*TASK TO COMPLETE*. Leaving out the images, repeat all the lines below exactly.

*DATA UNDER STUDY*.
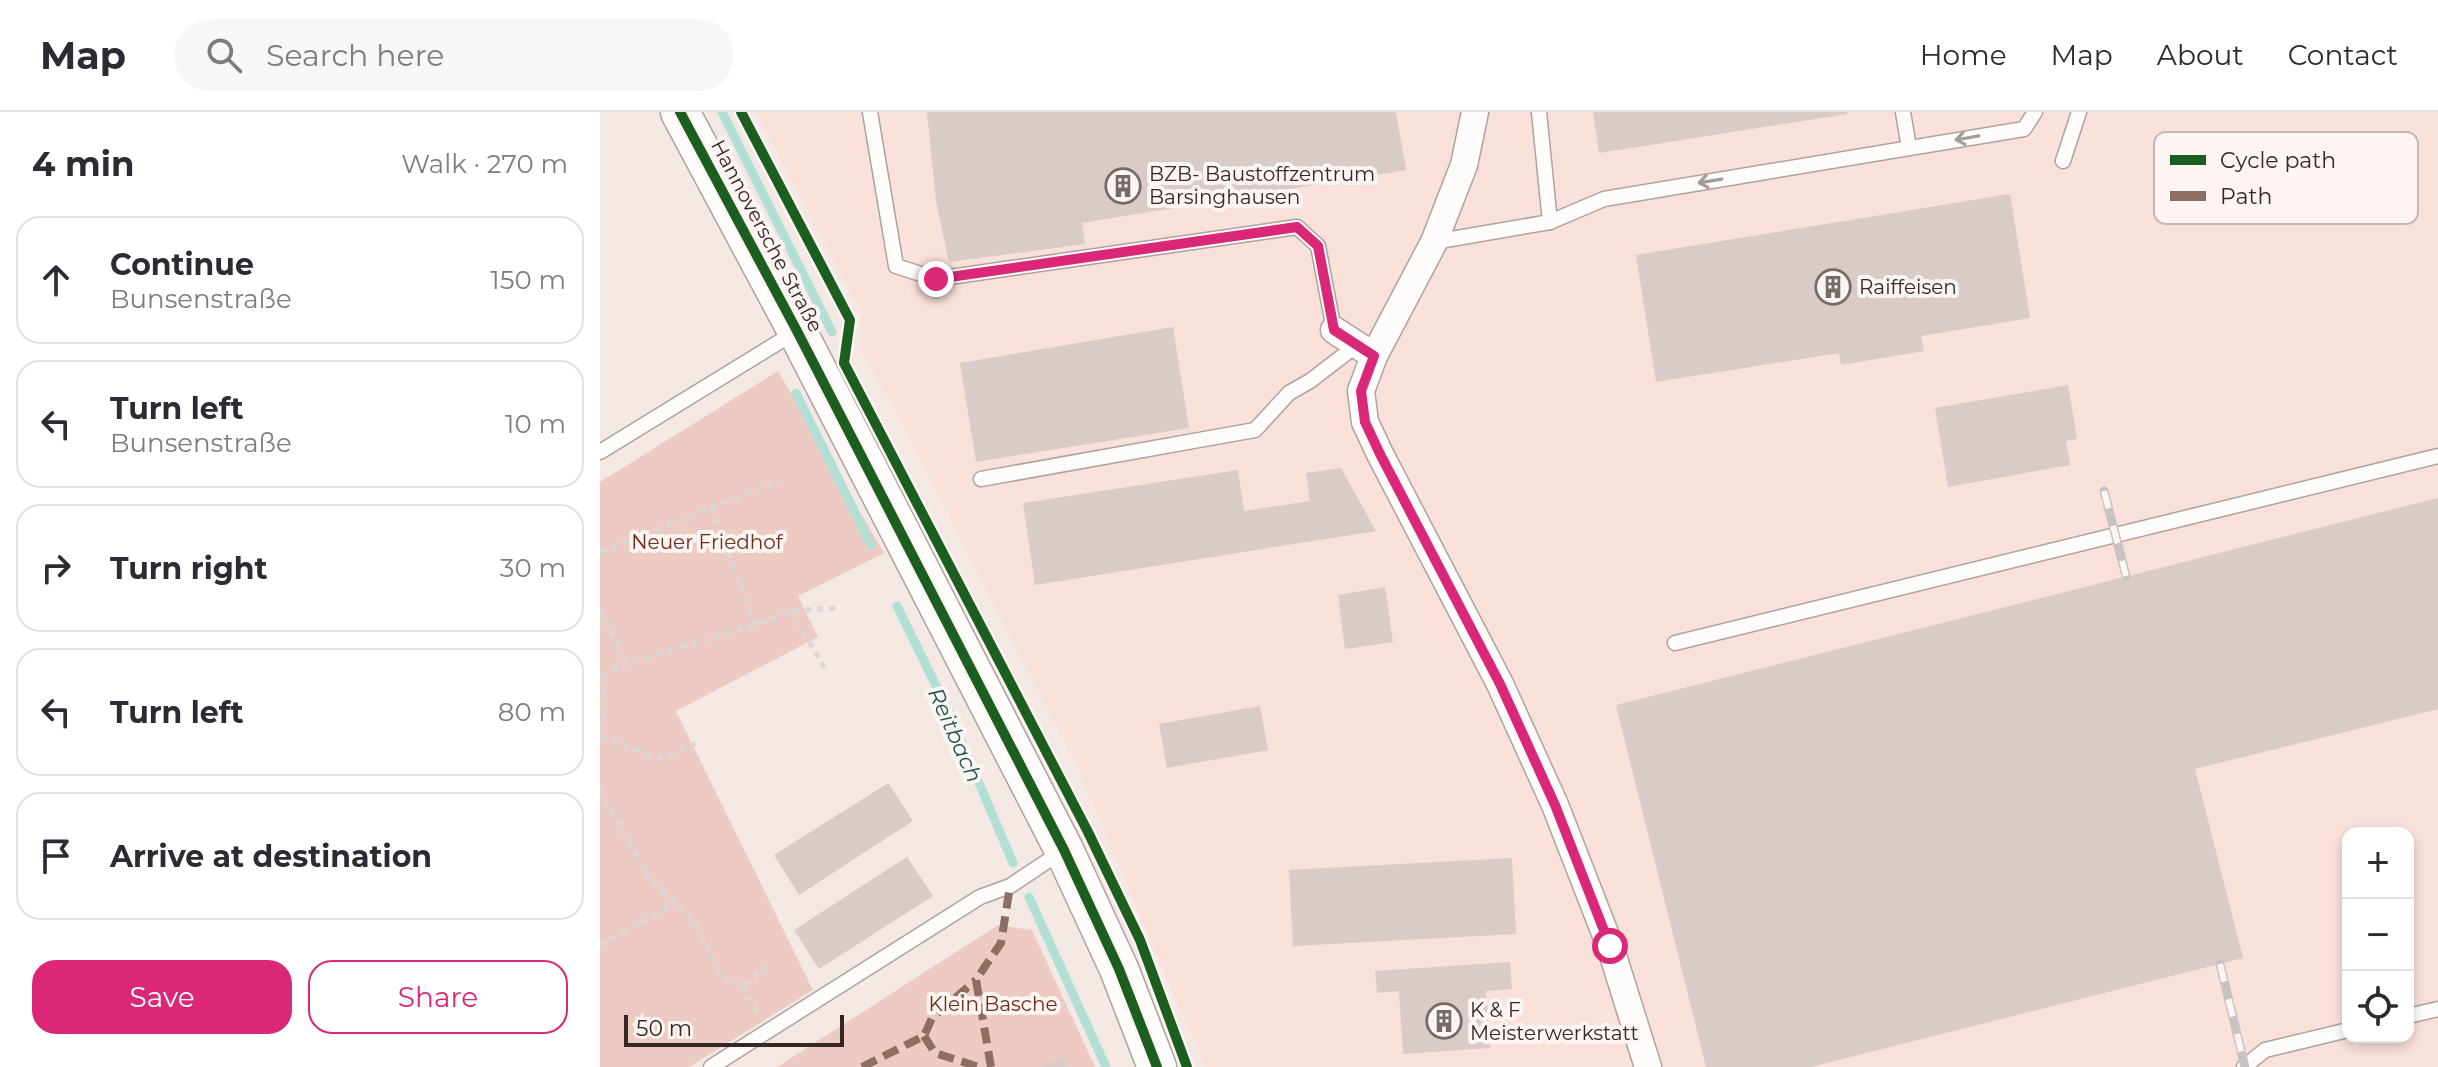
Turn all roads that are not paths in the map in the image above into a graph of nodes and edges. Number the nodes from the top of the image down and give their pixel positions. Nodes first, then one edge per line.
1 (680, 112) edge
2 (870, 112) edge
3 (1475, 112) edge
4 (1539, 112) edge
5 (1903, 112) edge
6 (2035, 112) edge
7 (2079, 112) edge
8 (1909, 148) junction
9 (2063, 161) dead end
10 (1550, 222) junction
11 (1434, 242) junction
12 (1334, 330) joint
13 (797, 331) junction
14 (1365, 350) junction
15 (600, 452) edge
16 (2438, 456) edge
17 (981, 479) dead end
18 (1675, 643) dead end
19 (1064, 850) junction
20 (2438, 1009) edge
21 (2414, 1015) edge
22 (2342, 1031) edge
23 (711, 1067) edge
24 (1157, 1067) edge
25 (1648, 1067) edge
26 (2244, 1067) edge

1 - 13 street, Hannoversche Straße
2 - 12 lane
3 - 11 street
4 - 10 lane
5 - 8 lane
6 -> 8 lane
7 - 9 lane
8 -> 10 lane
10 - 11 lane
11 - 14 street
12 - 14 street
13 - 15 lane
13 - 19 street, Hannoversche Straße
14 - 17 lane
14 - 25 street
16 - 18 lane
19 - 23 lane
19 - 24 street, Hannoversche Straße
20 - 21 lane
22 - 26 lane

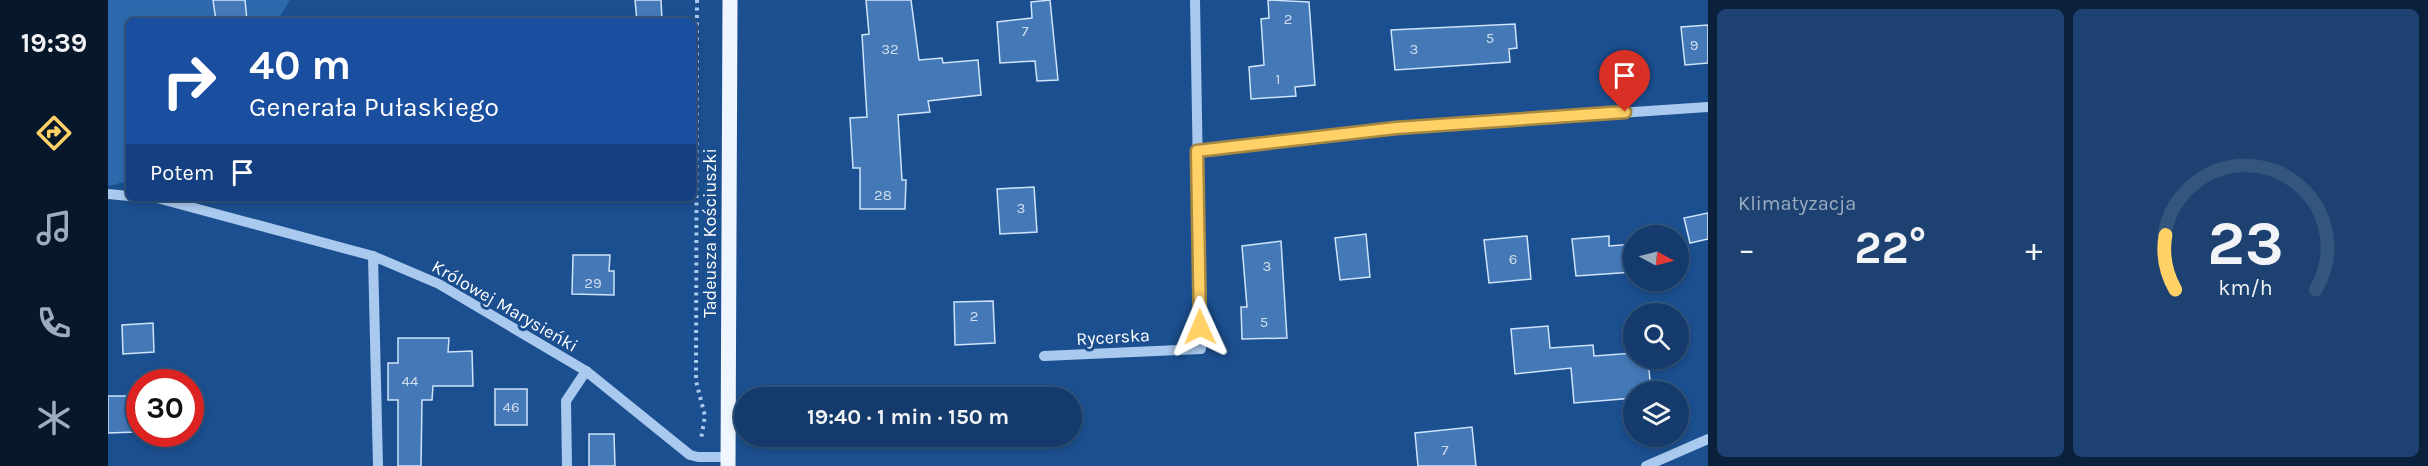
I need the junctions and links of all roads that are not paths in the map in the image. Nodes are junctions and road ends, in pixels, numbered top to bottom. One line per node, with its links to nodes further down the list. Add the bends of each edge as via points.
1 (730, 0): 12 (main road, Tadeusza Kościuszki)
2 (1195, 0): 4 (street)
3 (1708, 107): 4 (street, via 1396,128)
4 (1197, 151): 9 (street, Rycerska, via 1201,349)
5 (108, 194): 6 (street)
6 (126, 196)
7 (168, 201): 8 (street, Królowej Marysieńki)
8 (373, 256): 10 (street, Królowej Marysieńki, via 438,284); 13 (street)
9 (1044, 356)
10 (586, 371): 12 (street, Królowej Marysieńki, via 690,455); 14 (street, Królowej Marysieńki, via 566,401)
11 (1708, 439): 15 (street)
12 (728, 461)
13 (378, 466)
14 (567, 466)
15 (1646, 466)

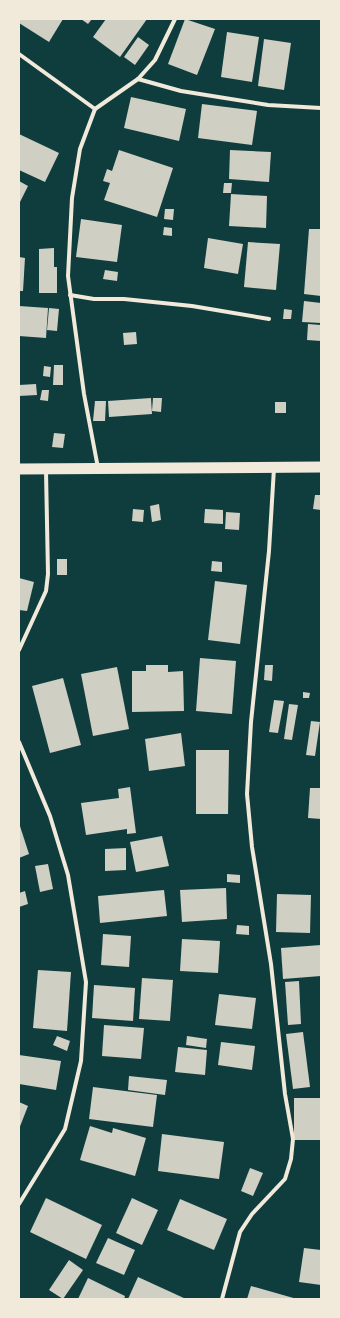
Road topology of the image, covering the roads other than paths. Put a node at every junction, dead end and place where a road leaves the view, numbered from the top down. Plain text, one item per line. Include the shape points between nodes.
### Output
1 (175, 19) edge
2 (19, 54) edge
3 (138, 79) junction
4 (321, 108) edge
5 (95, 109) junction
6 (70, 295) junction
7 (269, 319) dead end
8 (321, 467) edge
9 (98, 468) junction
10 (274, 468) junction
11 (19, 469) edge
12 (46, 469) junction
13 (19, 650) edge
14 (19, 742) edge
15 (19, 1204) edge
16 (222, 1299) edge

1 - 3 street via 155,60
2 - 5 street
3 - 4 street via 188,92 268,105
3 - 5 street
5 - 6 street via 80,149 72,198 68,276
6 - 7 street via 94,300 124,299 229,311
6 - 9 street
8 - 10 highway
9 - 10 highway
9 - 12 highway
10 - 16 street via 247,794 252,847 271,964 285,1094 293,1138 292,1159 285,1179 252,1214 240,1232
11 - 12 highway
12 - 13 street via 46,591
14 - 15 street via 50,816 68,875 86,982 81,1061 65,1129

*RESPONSE AREA*.
Turn all roads that are not paths in the map in the image above into a graph of nodes and edges. Number the nodes from the top of the image down and give their pixel positions. Nodes first, then one edge per line.
1 (680, 112) edge
2 (870, 112) edge
3 (1475, 112) edge
4 (1539, 112) edge
5 (1903, 112) edge
6 (2035, 112) edge
7 (2079, 112) edge
8 (1909, 148) junction
9 (2063, 161) dead end
10 (1550, 222) junction
11 (1434, 242) junction
12 (1334, 330) joint
13 (797, 331) junction
14 (1365, 350) junction
15 (600, 452) edge
16 (2438, 456) edge
17 (981, 479) dead end
18 (1675, 643) dead end
19 (1064, 850) junction
20 (2438, 1009) edge
21 (2414, 1015) edge
22 (2342, 1031) edge
23 (711, 1067) edge
24 (1157, 1067) edge
25 (1648, 1067) edge
26 (2244, 1067) edge

1 - 13 street, Hannoversche Straße
2 - 12 lane
3 - 11 street
4 - 10 lane
5 - 8 lane
6 -> 8 lane
7 - 9 lane
8 -> 10 lane
10 - 11 lane
11 - 14 street
12 - 14 street
13 - 15 lane
13 - 19 street, Hannoversche Straße
14 - 17 lane
14 - 25 street
16 - 18 lane
19 - 23 lane
19 - 24 street, Hannoversche Straße
20 - 21 lane
22 - 26 lane

I need the junctions and links of all roads that are not paths in the map in the image. Nodes are junctions and road ends, in pixels, numbered top to bottom. One line per node, with its links to nodes further down the list. Add the bends of each edge as via points.
1 (730, 0): 12 (main road, Tadeusza Kościuszki)
2 (1195, 0): 4 (street)
3 (1708, 107): 4 (street, via 1396,128)
4 (1197, 151): 9 (street, Rycerska, via 1201,349)
5 (108, 194): 6 (street)
6 (126, 196)
7 (168, 201): 8 (street, Królowej Marysieńki)
8 (373, 256): 10 (street, Królowej Marysieńki, via 438,284); 13 (street)
9 (1044, 356)
10 (586, 371): 12 (street, Królowej Marysieńki, via 690,455); 14 (street, Królowej Marysieńki, via 566,401)
11 (1708, 439): 15 (street)
12 (728, 461)
13 (378, 466)
14 (567, 466)
15 (1646, 466)

Road topology of the image, covering the roads other than paths. Put a node at every junction, dead end and place where a road leaves the view, numbered from the top down. Plain text, one item per line. Include the shape points between nodes.
### Output
1 (175, 19) edge
2 (19, 54) edge
3 (138, 79) junction
4 (321, 108) edge
5 (95, 109) junction
6 (70, 295) junction
7 (269, 319) dead end
8 (321, 467) edge
9 (98, 468) junction
10 (274, 468) junction
11 (19, 469) edge
12 (46, 469) junction
13 (19, 650) edge
14 (19, 742) edge
15 (19, 1204) edge
16 (222, 1299) edge

1 - 3 street via 155,60
2 - 5 street
3 - 4 street via 188,92 268,105
3 - 5 street
5 - 6 street via 80,149 72,198 68,276
6 - 7 street via 94,300 124,299 229,311
6 - 9 street
8 - 10 highway
9 - 10 highway
9 - 12 highway
10 - 16 street via 247,794 252,847 271,964 285,1094 293,1138 292,1159 285,1179 252,1214 240,1232
11 - 12 highway
12 - 13 street via 46,591
14 - 15 street via 50,816 68,875 86,982 81,1061 65,1129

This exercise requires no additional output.